Corebridge shares opened at $20.50 per share. The price increased to a high of $21.05 before closing at $20.73.

The S&P 500 stock index fell 1.13%, to 3,901.35, because of investor concerns about the strength of tech stocks, and worries that strong labor market and consumer spending data could lead the Federal Reserve Board to continue to increase interest rates.

What It Means

For advisors who have retail clients with some of the many life insurance policies and annuities written by AIG subsidiaries, the main direct impact will be a flurry of questions about, “What’s Corebridge?”

For investors, the economic conditions that cast a shadow over the Corebridge stock trading launch could lead to long-term gains.

Market turmoil could increase customer interest in the kinds of income and benefits guarantees that Corebridge products can offer.

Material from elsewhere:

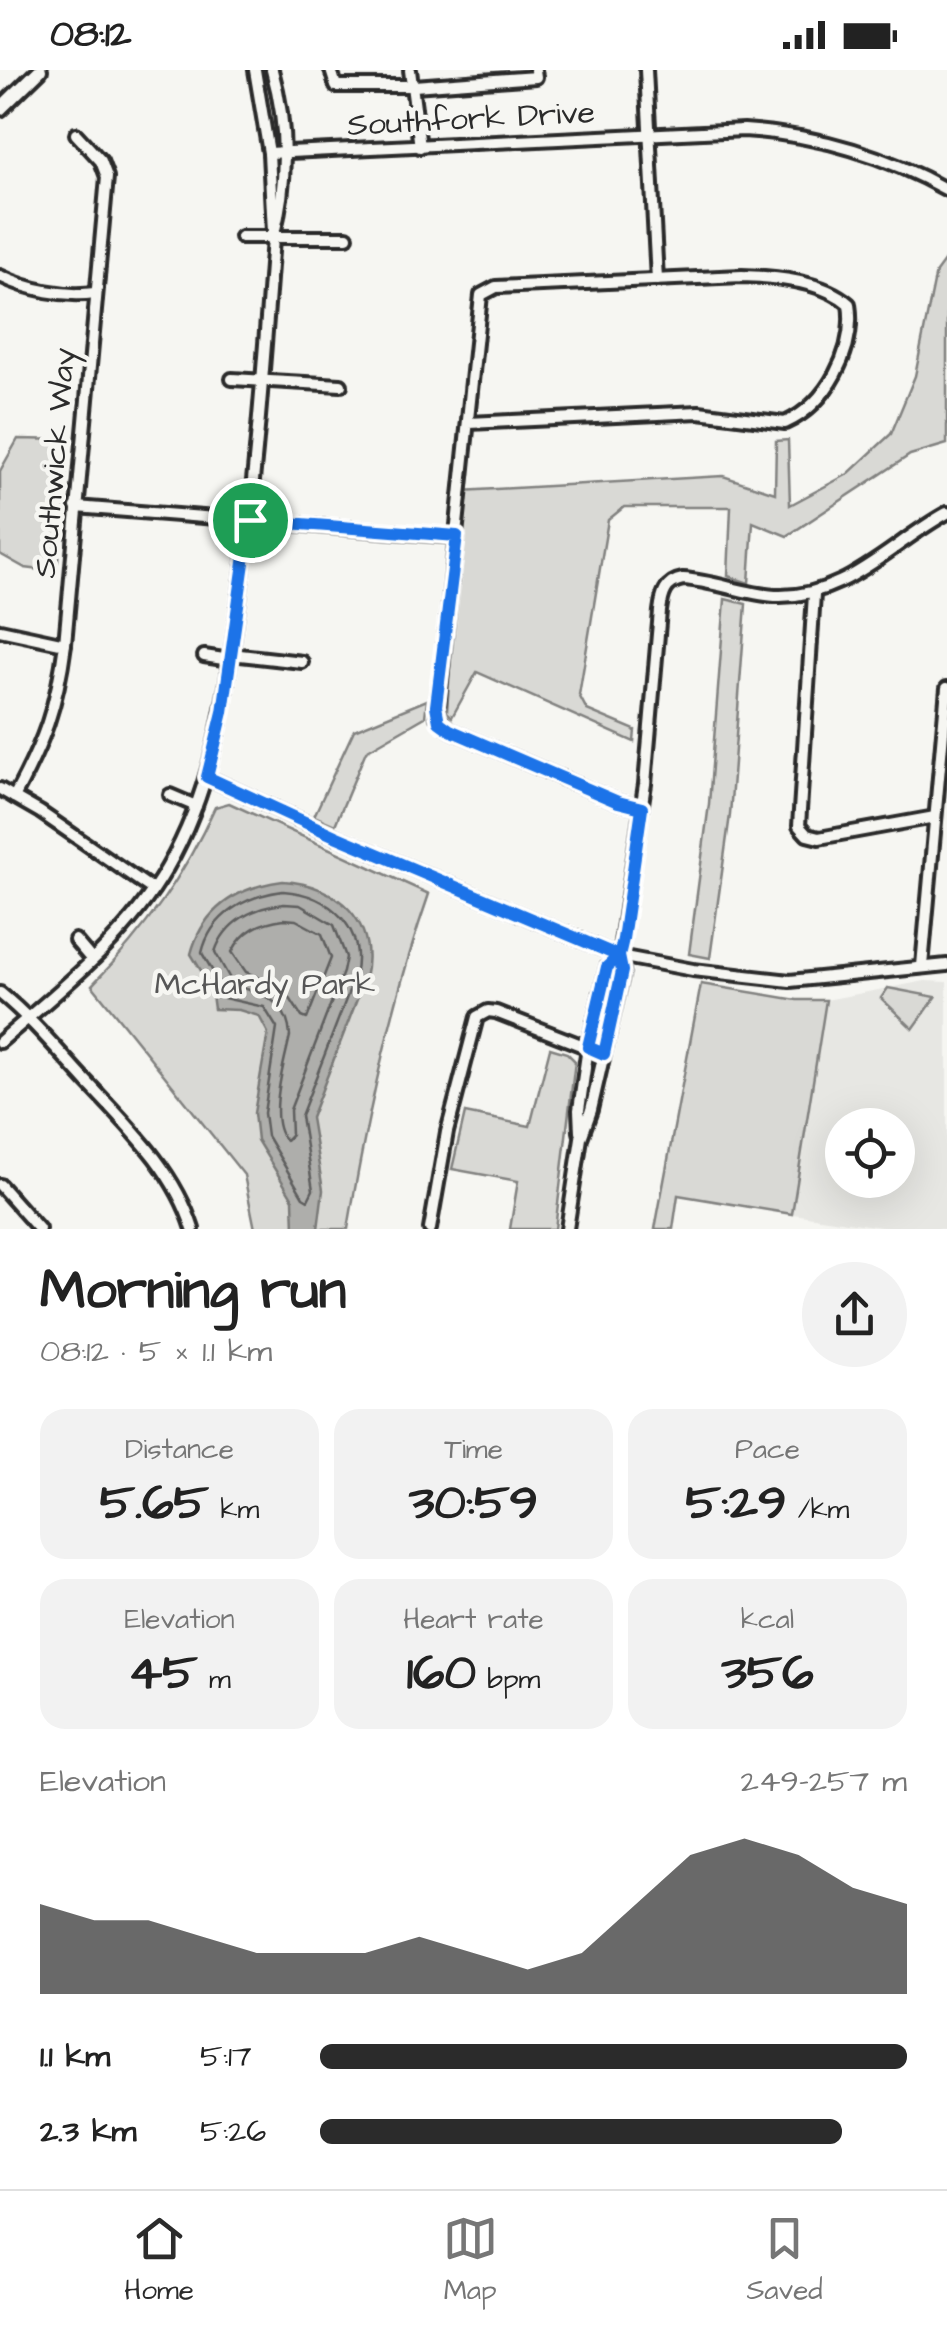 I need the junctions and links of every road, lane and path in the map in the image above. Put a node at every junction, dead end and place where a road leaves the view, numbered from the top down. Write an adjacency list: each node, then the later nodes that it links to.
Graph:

Higher interest rates could hurt some Corebridge operations but help others, by increasing the difference between what the company can earn on its own bond portfolio and the rates it pays customers.

The Company

Corebridge incorporates the operations of companies such as SunAmerica, American General and VALIC.

It ended the first half of the year with $368 billion in assets.

It generated $6.5 billion in net income on $16 billion in revenue in the first half of the year.

The Offering

AIG has raised a total of $1.7 billion by selling 80 million Corebridge shares, or a 12% stake, for $21 per share through an initial public offering process that began a week ago.

AIG could raise about $240 million more in the next 30 days by selling Corebridge stock to the financial services companies that managed the IPO.

The History

Investors have been skeptical about life and annuity issuers in recent years, because of concerns about the impact of low interest rates and tougher accounting rules.

AIG is just one of many big insurers that have started complete or partial life and annuity business spinoffs.

The list of other major spinoffs includes the process that separated Brighthouse Financial from MetLife, the Equitable separation from AXA, and the Jackson separation from Prudential PLC of London.

Pictured: Corebridge Financial executives headed to the New York Stock Exchange to celebrate the start of trading of Corebridge shares, under the symbol “CRBG,” with an official NYSE Opening Bell ceremony.